→ Exercise: Output the records below in full, word for word; pictures do not belong in it.

Source data:
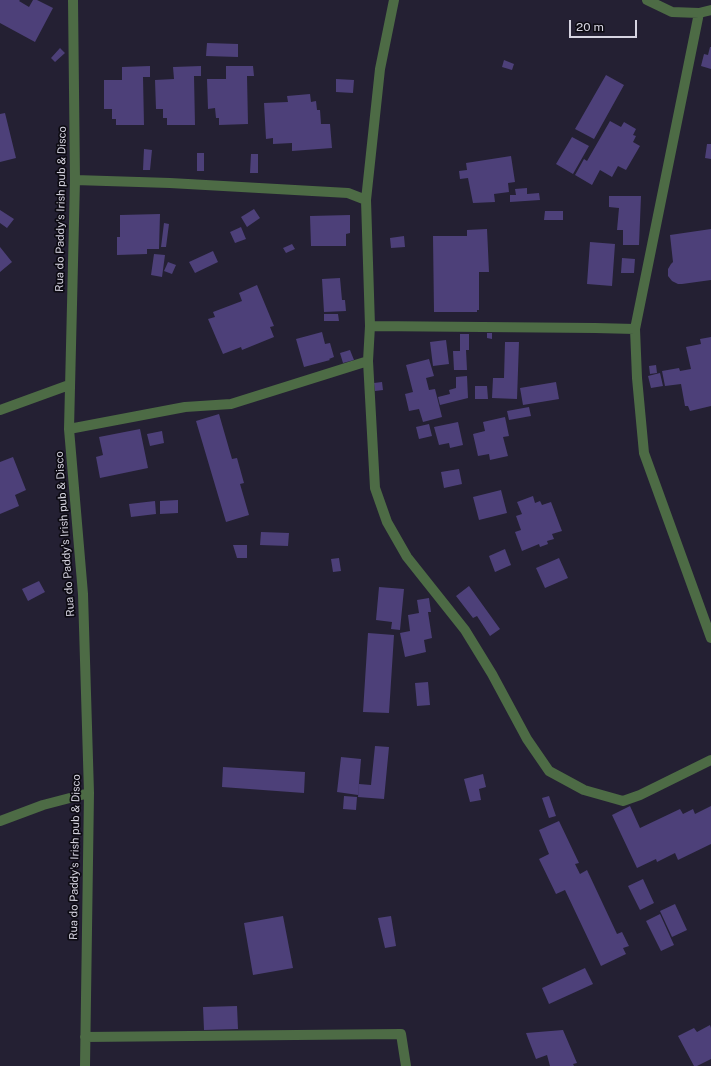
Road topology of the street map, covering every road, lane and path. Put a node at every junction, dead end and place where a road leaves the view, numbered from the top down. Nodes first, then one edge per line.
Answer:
1 (73, 0) edge
2 (394, 0) edge
3 (647, 0) edge
4 (711, 10) edge
5 (699, 13) junction
6 (75, 180) junction
7 (366, 200) junction
8 (370, 326) junction
9 (635, 329) junction
10 (368, 361) junction
11 (69, 385) junction
12 (0, 410) edge
13 (69, 429) junction
14 (711, 638) edge
15 (711, 760) edge
16 (89, 793) junction
17 (0, 821) edge
18 (85, 1037) junction
19 (85, 1066) edge
20 (406, 1066) edge

1 - 6 street, Rua do Paddy's Irish pub & Disco
2 - 7 street
3 - 5 street
4 - 5 street
5 - 9 street
6 - 7 street
6 - 11 street, Rua do Paddy's Irish pub & Disco
7 - 8 street
8 - 9 street
8 - 10 street
9 - 14 street
10 - 13 street
10 - 15 street
11 - 12 street
11 - 13 street, Rua do Paddy's Irish pub & Disco
13 - 16 street, Rua do Paddy's Irish pub & Disco
16 - 17 street
16 - 18 street, Rua do Paddy's Irish pub & Disco
18 - 19 street, Rua do Paddy's Irish pub & Disco
18 - 20 street

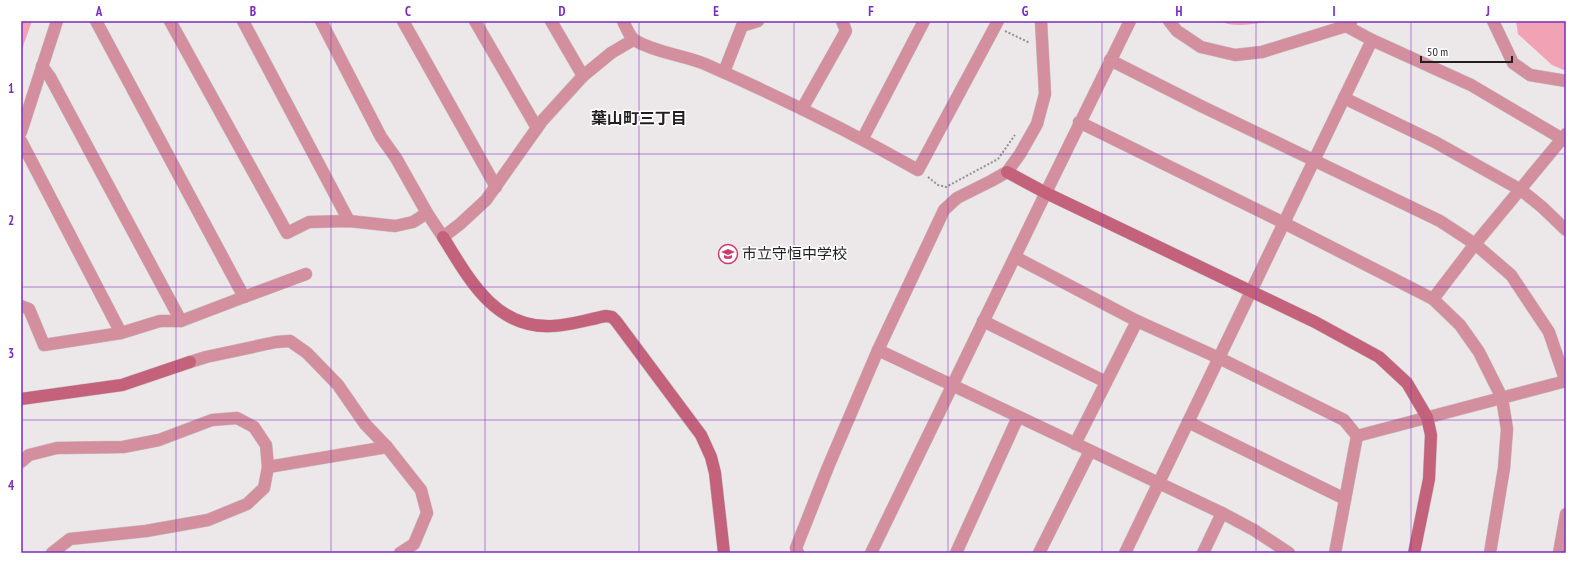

→ Task result:
Road topology of the street map, covering every road, lane and path. Put a node at every junction, dead end and place where a road leaves the view, numbered from the top down. Nodes first, then one edge per line.
Answer:
1 (73, 0) edge
2 (394, 0) edge
3 (647, 0) edge
4 (711, 10) edge
5 (699, 13) junction
6 (75, 180) junction
7 (366, 200) junction
8 (370, 326) junction
9 (635, 329) junction
10 (368, 361) junction
11 (69, 385) junction
12 (0, 410) edge
13 (69, 429) junction
14 (711, 638) edge
15 (711, 760) edge
16 (89, 793) junction
17 (0, 821) edge
18 (85, 1037) junction
19 (85, 1066) edge
20 (406, 1066) edge

1 - 6 street, Rua do Paddy's Irish pub & Disco
2 - 7 street
3 - 5 street
4 - 5 street
5 - 9 street
6 - 7 street
6 - 11 street, Rua do Paddy's Irish pub & Disco
7 - 8 street
8 - 9 street
8 - 10 street
9 - 14 street
10 - 13 street
10 - 15 street
11 - 12 street
11 - 13 street, Rua do Paddy's Irish pub & Disco
13 - 16 street, Rua do Paddy's Irish pub & Disco
16 - 17 street
16 - 18 street, Rua do Paddy's Irish pub & Disco
18 - 19 street, Rua do Paddy's Irish pub & Disco
18 - 20 street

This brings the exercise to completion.